On the flip side of that, venture into an Apple Store, and you’ll never have thoughts of stumbling across an accidental price break — you know that everything there is clearly presented and clearly described, and therefore your expectations are crystal clear. For any given purchase, you know what you’re getting, you know what you’re not getting, you know what it costs, and you know what to expect after the sale. It’s frustrating for bargain hunters, but people don’t go to the Apple Store looking for bargains — they’re after a specific high-end product, which is no different than our clients. The bargain-hunters will always go for the cheapest option regardless of consequences, and those in search of quality and consistency call the pros.

Offering clearly-written contracts is only the first step in the process of setting expectations. The rest comes from equally-clear conversations and emails which give you further opportunities to ask the questions that will ultimately result in a clear definition of the project such that everyone is happy.

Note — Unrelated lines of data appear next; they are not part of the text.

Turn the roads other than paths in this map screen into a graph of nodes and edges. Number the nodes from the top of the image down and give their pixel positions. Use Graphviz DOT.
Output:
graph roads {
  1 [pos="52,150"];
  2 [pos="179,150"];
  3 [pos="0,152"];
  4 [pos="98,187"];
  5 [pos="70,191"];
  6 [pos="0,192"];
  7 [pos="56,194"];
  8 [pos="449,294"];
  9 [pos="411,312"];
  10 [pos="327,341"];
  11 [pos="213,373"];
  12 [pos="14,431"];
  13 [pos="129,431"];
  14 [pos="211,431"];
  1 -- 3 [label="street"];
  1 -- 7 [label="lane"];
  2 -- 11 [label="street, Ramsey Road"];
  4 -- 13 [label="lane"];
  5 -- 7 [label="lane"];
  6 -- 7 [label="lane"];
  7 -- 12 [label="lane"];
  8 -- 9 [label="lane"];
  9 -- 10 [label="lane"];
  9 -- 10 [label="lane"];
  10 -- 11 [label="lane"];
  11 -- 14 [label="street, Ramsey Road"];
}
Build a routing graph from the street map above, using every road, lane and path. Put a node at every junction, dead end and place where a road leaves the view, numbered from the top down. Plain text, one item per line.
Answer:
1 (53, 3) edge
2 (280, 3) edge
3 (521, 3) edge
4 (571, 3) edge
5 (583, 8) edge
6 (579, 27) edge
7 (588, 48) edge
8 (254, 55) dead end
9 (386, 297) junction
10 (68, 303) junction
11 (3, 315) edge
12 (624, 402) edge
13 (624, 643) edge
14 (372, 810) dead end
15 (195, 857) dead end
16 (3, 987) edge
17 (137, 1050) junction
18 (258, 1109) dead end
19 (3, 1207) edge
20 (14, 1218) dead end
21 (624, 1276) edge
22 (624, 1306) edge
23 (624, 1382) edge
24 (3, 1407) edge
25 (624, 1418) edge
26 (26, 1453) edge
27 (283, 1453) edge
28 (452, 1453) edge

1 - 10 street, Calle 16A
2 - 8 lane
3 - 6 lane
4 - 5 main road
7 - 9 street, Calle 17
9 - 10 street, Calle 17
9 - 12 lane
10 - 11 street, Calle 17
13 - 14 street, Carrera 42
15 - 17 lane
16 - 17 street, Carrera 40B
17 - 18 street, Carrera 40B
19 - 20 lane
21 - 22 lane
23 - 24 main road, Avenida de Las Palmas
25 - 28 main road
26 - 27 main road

Asking something as simple as, “This is my understanding of what you’re expecting, is that correct?” will at the very least get the conversation started. Your clients will appreciate your attention to detail, and you’ll need fewer antacids.

 

Francis Zera is a Seattle-based architectural, aviation, and commercial photographer. He currently serves on the board at ASMP Seattle/NW, teaches architectural photography and business at the Art Institute of Seattle, and holds an M.A. Ed. in adult education and training. You can check out his work at zeraphoto.com and follow him on twitter and Instagram.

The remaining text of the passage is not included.